RECORDS PROVIDED START

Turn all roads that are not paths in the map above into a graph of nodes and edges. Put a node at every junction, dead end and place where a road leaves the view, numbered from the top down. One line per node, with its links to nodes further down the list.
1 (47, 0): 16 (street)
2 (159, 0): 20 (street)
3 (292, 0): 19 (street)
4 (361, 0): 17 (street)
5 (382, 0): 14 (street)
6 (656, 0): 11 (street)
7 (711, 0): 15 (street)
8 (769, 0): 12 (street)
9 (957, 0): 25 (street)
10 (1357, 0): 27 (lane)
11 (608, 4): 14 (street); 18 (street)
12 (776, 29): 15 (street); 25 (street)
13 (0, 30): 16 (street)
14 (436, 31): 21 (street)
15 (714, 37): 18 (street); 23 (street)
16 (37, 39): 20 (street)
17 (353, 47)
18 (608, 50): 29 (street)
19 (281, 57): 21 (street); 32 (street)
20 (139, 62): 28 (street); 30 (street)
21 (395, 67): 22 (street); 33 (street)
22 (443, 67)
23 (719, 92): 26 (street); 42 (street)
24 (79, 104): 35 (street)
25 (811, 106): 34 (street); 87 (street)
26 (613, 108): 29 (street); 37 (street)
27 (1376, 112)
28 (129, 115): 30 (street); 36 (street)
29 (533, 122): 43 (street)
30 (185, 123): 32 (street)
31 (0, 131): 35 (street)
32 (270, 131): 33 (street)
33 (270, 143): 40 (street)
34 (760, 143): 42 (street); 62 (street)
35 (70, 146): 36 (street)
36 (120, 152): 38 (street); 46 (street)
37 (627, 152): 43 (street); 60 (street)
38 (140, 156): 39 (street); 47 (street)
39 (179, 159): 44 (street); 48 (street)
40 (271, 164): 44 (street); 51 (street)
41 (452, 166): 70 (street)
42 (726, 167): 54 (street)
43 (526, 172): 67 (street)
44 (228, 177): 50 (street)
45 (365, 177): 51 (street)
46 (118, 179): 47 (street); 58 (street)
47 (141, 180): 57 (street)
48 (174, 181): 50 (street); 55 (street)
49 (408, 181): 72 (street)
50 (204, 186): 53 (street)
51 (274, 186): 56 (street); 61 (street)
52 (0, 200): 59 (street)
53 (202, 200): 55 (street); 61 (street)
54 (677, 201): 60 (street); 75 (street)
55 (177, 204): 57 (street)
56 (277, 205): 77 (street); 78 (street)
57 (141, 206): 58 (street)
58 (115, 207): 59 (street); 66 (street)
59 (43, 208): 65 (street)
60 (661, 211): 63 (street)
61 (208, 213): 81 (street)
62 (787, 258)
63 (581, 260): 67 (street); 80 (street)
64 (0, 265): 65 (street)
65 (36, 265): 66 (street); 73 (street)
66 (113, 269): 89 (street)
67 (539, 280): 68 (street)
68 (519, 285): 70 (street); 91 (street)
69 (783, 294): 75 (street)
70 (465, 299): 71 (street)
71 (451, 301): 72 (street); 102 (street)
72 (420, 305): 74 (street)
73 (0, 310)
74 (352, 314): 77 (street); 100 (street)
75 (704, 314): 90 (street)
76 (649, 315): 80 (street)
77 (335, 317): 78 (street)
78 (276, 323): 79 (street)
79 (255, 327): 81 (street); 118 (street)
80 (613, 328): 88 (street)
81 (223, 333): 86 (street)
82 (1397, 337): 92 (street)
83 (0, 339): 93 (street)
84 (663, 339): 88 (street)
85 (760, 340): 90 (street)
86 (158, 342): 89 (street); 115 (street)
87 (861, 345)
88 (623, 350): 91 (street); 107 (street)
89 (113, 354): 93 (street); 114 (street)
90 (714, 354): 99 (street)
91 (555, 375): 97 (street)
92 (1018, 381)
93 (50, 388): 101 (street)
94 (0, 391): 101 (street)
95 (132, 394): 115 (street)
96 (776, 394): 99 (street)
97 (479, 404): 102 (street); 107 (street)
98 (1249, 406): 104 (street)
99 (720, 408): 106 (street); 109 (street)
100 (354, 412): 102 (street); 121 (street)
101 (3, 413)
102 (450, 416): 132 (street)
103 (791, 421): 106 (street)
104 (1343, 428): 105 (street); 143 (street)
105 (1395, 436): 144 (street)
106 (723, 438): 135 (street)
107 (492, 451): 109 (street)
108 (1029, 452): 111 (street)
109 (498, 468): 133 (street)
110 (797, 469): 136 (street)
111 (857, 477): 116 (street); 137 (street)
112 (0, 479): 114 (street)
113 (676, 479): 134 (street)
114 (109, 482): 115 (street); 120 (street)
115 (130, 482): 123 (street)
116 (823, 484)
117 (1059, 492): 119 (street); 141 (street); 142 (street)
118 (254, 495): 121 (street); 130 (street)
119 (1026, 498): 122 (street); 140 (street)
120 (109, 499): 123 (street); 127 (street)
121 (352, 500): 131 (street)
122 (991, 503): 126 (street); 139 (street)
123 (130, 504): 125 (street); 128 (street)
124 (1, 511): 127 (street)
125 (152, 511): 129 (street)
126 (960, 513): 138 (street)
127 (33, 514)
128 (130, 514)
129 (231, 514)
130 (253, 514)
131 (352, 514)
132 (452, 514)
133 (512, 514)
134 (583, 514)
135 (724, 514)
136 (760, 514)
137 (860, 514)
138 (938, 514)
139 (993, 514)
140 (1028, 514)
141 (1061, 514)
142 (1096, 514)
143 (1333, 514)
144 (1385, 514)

RECORDS PROVIDED END

WHAT IS NEEDED: The required answer is every line of the data, duplicated exactly.

SOLUTION:
Turn all roads that are not paths in the map above into a graph of nodes and edges. Put a node at every junction, dead end and place where a road leaves the view, numbered from the top down. One line per node, with its links to nodes further down the list.
1 (47, 0): 16 (street)
2 (159, 0): 20 (street)
3 (292, 0): 19 (street)
4 (361, 0): 17 (street)
5 (382, 0): 14 (street)
6 (656, 0): 11 (street)
7 (711, 0): 15 (street)
8 (769, 0): 12 (street)
9 (957, 0): 25 (street)
10 (1357, 0): 27 (lane)
11 (608, 4): 14 (street); 18 (street)
12 (776, 29): 15 (street); 25 (street)
13 (0, 30): 16 (street)
14 (436, 31): 21 (street)
15 (714, 37): 18 (street); 23 (street)
16 (37, 39): 20 (street)
17 (353, 47)
18 (608, 50): 29 (street)
19 (281, 57): 21 (street); 32 (street)
20 (139, 62): 28 (street); 30 (street)
21 (395, 67): 22 (street); 33 (street)
22 (443, 67)
23 (719, 92): 26 (street); 42 (street)
24 (79, 104): 35 (street)
25 (811, 106): 34 (street); 87 (street)
26 (613, 108): 29 (street); 37 (street)
27 (1376, 112)
28 (129, 115): 30 (street); 36 (street)
29 (533, 122): 43 (street)
30 (185, 123): 32 (street)
31 (0, 131): 35 (street)
32 (270, 131): 33 (street)
33 (270, 143): 40 (street)
34 (760, 143): 42 (street); 62 (street)
35 (70, 146): 36 (street)
36 (120, 152): 38 (street); 46 (street)
37 (627, 152): 43 (street); 60 (street)
38 (140, 156): 39 (street); 47 (street)
39 (179, 159): 44 (street); 48 (street)
40 (271, 164): 44 (street); 51 (street)
41 (452, 166): 70 (street)
42 (726, 167): 54 (street)
43 (526, 172): 67 (street)
44 (228, 177): 50 (street)
45 (365, 177): 51 (street)
46 (118, 179): 47 (street); 58 (street)
47 (141, 180): 57 (street)
48 (174, 181): 50 (street); 55 (street)
49 (408, 181): 72 (street)
50 (204, 186): 53 (street)
51 (274, 186): 56 (street); 61 (street)
52 (0, 200): 59 (street)
53 (202, 200): 55 (street); 61 (street)
54 (677, 201): 60 (street); 75 (street)
55 (177, 204): 57 (street)
56 (277, 205): 77 (street); 78 (street)
57 (141, 206): 58 (street)
58 (115, 207): 59 (street); 66 (street)
59 (43, 208): 65 (street)
60 (661, 211): 63 (street)
61 (208, 213): 81 (street)
62 (787, 258)
63 (581, 260): 67 (street); 80 (street)
64 (0, 265): 65 (street)
65 (36, 265): 66 (street); 73 (street)
66 (113, 269): 89 (street)
67 (539, 280): 68 (street)
68 (519, 285): 70 (street); 91 (street)
69 (783, 294): 75 (street)
70 (465, 299): 71 (street)
71 (451, 301): 72 (street); 102 (street)
72 (420, 305): 74 (street)
73 (0, 310)
74 (352, 314): 77 (street); 100 (street)
75 (704, 314): 90 (street)
76 (649, 315): 80 (street)
77 (335, 317): 78 (street)
78 (276, 323): 79 (street)
79 (255, 327): 81 (street); 118 (street)
80 (613, 328): 88 (street)
81 (223, 333): 86 (street)
82 (1397, 337): 92 (street)
83 (0, 339): 93 (street)
84 (663, 339): 88 (street)
85 (760, 340): 90 (street)
86 (158, 342): 89 (street); 115 (street)
87 (861, 345)
88 (623, 350): 91 (street); 107 (street)
89 (113, 354): 93 (street); 114 (street)
90 (714, 354): 99 (street)
91 (555, 375): 97 (street)
92 (1018, 381)
93 (50, 388): 101 (street)
94 (0, 391): 101 (street)
95 (132, 394): 115 (street)
96 (776, 394): 99 (street)
97 (479, 404): 102 (street); 107 (street)
98 (1249, 406): 104 (street)
99 (720, 408): 106 (street); 109 (street)
100 (354, 412): 102 (street); 121 (street)
101 (3, 413)
102 (450, 416): 132 (street)
103 (791, 421): 106 (street)
104 (1343, 428): 105 (street); 143 (street)
105 (1395, 436): 144 (street)
106 (723, 438): 135 (street)
107 (492, 451): 109 (street)
108 (1029, 452): 111 (street)
109 (498, 468): 133 (street)
110 (797, 469): 136 (street)
111 (857, 477): 116 (street); 137 (street)
112 (0, 479): 114 (street)
113 (676, 479): 134 (street)
114 (109, 482): 115 (street); 120 (street)
115 (130, 482): 123 (street)
116 (823, 484)
117 (1059, 492): 119 (street); 141 (street); 142 (street)
118 (254, 495): 121 (street); 130 (street)
119 (1026, 498): 122 (street); 140 (street)
120 (109, 499): 123 (street); 127 (street)
121 (352, 500): 131 (street)
122 (991, 503): 126 (street); 139 (street)
123 (130, 504): 125 (street); 128 (street)
124 (1, 511): 127 (street)
125 (152, 511): 129 (street)
126 (960, 513): 138 (street)
127 (33, 514)
128 (130, 514)
129 (231, 514)
130 (253, 514)
131 (352, 514)
132 (452, 514)
133 (512, 514)
134 (583, 514)
135 (724, 514)
136 (760, 514)
137 (860, 514)
138 (938, 514)
139 (993, 514)
140 (1028, 514)
141 (1061, 514)
142 (1096, 514)
143 (1333, 514)
144 (1385, 514)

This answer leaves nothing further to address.